Judge Arthur Engoron ruled Friday in a 92-page order that Trump must pay the amount in a ruling where he blasted the former president for a ‘complete lack of contrition and remorse’.
The payments will exceed $450 million with interest, and come after another court ordered Trump to pay $83 million to E. Jean Carroll after a jury found him liable for defamation.
Trump has testified that he had more than $400 million in cash, but there are questions about his ability to raise the funds from his real estate empire.
‘I would never get into anything privileged,’ Habba told Fox News on Monday.
‘I can tell you what the rules are. Within 30 days, even if we choose to appeal this, we have to post the bond, which is the full amount and then some. We will be prepared to do that,’ she said.

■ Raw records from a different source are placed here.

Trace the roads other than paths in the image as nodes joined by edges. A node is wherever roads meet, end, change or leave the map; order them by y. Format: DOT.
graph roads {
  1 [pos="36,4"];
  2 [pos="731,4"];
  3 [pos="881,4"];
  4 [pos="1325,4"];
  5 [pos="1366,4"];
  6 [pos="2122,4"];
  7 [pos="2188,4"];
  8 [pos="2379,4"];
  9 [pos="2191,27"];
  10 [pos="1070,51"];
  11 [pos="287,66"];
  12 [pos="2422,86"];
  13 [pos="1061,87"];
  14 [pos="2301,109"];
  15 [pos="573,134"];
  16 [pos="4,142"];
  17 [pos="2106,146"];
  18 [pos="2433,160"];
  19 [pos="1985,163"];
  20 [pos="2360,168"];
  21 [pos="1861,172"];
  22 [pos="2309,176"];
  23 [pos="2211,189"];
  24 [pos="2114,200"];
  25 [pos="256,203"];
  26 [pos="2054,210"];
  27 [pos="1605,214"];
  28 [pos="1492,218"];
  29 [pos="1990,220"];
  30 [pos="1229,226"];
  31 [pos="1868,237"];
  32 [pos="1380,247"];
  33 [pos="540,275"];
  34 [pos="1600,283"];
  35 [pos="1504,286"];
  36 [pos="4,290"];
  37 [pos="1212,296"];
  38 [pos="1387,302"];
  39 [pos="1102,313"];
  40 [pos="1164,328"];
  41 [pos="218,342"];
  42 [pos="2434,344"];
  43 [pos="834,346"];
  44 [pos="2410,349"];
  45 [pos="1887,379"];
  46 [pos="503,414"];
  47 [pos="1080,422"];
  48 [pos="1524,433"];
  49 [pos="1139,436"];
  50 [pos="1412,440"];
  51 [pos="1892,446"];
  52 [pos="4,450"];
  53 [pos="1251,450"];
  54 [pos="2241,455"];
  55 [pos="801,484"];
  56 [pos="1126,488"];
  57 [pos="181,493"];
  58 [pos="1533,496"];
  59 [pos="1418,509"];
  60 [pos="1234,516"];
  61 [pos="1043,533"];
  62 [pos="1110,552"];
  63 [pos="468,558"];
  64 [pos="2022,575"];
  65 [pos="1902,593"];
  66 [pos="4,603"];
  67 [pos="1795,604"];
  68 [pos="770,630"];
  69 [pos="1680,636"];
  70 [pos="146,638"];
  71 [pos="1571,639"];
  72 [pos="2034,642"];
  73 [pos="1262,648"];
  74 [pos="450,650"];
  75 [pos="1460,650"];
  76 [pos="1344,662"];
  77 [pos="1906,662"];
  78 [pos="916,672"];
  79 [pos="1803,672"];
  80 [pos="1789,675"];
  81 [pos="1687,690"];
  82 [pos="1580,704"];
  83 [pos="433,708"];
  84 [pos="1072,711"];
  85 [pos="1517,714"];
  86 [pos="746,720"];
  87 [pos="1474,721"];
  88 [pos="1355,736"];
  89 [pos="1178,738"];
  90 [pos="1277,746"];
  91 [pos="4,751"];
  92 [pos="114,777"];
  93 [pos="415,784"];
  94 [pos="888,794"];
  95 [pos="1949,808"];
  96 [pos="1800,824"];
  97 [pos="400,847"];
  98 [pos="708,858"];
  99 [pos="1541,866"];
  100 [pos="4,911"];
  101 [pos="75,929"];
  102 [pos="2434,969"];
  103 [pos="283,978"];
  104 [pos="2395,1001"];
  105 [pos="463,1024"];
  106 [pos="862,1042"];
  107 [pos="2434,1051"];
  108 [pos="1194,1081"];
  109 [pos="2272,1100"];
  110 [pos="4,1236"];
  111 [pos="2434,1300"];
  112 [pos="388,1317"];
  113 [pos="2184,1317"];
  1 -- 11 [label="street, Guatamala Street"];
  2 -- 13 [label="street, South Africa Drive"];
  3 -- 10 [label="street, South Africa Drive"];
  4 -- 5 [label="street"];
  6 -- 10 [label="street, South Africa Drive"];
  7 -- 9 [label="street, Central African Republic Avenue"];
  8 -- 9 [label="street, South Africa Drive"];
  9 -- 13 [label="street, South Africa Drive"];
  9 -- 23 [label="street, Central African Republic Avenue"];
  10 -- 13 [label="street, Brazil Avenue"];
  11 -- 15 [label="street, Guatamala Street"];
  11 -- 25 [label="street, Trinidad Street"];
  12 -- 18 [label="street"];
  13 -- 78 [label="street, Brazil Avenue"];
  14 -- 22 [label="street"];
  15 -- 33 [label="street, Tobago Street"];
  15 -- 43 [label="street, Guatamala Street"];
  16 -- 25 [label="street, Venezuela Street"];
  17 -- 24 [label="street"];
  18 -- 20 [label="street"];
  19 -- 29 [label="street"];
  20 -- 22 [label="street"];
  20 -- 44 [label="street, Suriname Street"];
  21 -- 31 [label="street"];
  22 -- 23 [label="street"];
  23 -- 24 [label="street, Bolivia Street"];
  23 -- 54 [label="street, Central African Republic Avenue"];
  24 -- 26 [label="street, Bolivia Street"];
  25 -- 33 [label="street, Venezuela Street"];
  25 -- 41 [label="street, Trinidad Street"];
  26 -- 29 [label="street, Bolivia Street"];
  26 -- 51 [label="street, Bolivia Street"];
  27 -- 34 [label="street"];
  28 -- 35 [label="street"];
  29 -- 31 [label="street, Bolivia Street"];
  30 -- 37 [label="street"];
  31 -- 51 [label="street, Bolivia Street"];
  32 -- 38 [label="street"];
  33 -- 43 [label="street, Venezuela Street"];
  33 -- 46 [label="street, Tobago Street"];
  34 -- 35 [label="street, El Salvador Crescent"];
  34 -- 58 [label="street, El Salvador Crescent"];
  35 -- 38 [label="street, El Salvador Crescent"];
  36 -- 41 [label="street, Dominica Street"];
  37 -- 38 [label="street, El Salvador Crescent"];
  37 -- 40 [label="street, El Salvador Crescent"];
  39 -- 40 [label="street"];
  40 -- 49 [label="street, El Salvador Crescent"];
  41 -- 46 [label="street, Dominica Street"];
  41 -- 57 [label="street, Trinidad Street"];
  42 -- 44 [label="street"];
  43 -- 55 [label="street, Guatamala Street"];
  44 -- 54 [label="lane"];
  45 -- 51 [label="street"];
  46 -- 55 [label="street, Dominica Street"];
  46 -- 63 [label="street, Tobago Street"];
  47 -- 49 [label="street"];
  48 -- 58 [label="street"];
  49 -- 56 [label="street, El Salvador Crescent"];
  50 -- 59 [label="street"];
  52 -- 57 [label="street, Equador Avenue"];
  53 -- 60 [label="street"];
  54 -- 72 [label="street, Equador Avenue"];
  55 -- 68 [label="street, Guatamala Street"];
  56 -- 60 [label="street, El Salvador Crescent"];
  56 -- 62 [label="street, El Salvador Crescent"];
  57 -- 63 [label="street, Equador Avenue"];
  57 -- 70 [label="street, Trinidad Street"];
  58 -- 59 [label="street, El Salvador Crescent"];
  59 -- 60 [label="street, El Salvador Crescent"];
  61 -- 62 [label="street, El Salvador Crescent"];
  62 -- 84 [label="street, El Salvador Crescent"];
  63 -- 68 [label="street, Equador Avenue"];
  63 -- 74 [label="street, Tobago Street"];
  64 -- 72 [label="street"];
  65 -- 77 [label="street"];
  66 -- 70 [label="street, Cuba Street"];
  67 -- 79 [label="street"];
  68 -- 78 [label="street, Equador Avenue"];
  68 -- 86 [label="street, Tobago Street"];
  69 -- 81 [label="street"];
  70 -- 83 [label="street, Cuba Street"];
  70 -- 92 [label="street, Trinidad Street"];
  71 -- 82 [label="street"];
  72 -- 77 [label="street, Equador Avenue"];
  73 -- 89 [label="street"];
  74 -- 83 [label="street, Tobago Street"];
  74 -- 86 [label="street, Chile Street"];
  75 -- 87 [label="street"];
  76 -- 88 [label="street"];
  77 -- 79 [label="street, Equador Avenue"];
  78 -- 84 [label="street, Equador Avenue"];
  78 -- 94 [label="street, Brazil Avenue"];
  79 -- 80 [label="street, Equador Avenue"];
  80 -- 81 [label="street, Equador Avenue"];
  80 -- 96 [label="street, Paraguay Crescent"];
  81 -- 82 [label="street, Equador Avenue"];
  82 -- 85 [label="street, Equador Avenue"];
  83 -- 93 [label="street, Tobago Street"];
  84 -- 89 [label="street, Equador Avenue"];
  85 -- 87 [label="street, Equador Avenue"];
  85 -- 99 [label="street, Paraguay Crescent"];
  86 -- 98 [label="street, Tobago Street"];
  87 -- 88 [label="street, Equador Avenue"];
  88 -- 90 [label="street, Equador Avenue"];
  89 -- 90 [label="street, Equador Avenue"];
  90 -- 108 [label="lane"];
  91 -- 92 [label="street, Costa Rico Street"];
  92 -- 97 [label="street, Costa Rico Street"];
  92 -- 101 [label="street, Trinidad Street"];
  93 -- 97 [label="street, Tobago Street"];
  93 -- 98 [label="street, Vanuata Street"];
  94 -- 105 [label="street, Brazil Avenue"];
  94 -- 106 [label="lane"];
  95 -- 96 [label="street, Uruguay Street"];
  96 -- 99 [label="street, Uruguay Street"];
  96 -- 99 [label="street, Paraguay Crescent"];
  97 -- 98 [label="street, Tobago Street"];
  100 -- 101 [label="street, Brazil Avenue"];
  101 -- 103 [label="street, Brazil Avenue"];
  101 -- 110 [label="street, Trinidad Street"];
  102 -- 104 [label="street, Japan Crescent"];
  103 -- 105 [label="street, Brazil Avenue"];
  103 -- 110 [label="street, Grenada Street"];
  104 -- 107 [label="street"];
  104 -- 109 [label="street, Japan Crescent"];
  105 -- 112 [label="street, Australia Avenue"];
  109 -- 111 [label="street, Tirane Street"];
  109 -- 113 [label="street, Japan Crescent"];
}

Bond agents typically charge 9 per cent as a form of insurance in order to put up the money.
Trump’s challenge will be to secure the bond even at a time when Engoron put control of his company in the hands of an additional independent monitor, and prohibited him from running any company in New York State for a period of three years.
Habba blasted the ruling days after Trump vented about it online and at campaign events. ‘You’re looking at roughly let’s call it close to $400 million for something that he did nothing wrong,’ she said.
‘What they’re trying to do between this case and my last case is put him out of business,’ she said. ‘It’s not going to work.’ She called it a ‘scare tactic,’ but insisted: ‘He’s strong. He’s resilient, and he happens to have a lot of cash.
‘It’s insane,’ she said.
Habba didn’t say if Trump would have to liquidate assets in order to come up with the cash.
Trump is estimated to be worth more than $2 billion, but much of his wealth is tied up in partnerships and complex real estate holdings, including two dozen buildings and a domestic and overseas golf and real estate empire.
New York AG Letitia James found his liquid assets were $93 million as of 2020.
He claimed in a deposition for the suit brought by New York AG Letitia James to have $400 million in cash, saying it was ‘a lot for a developer.’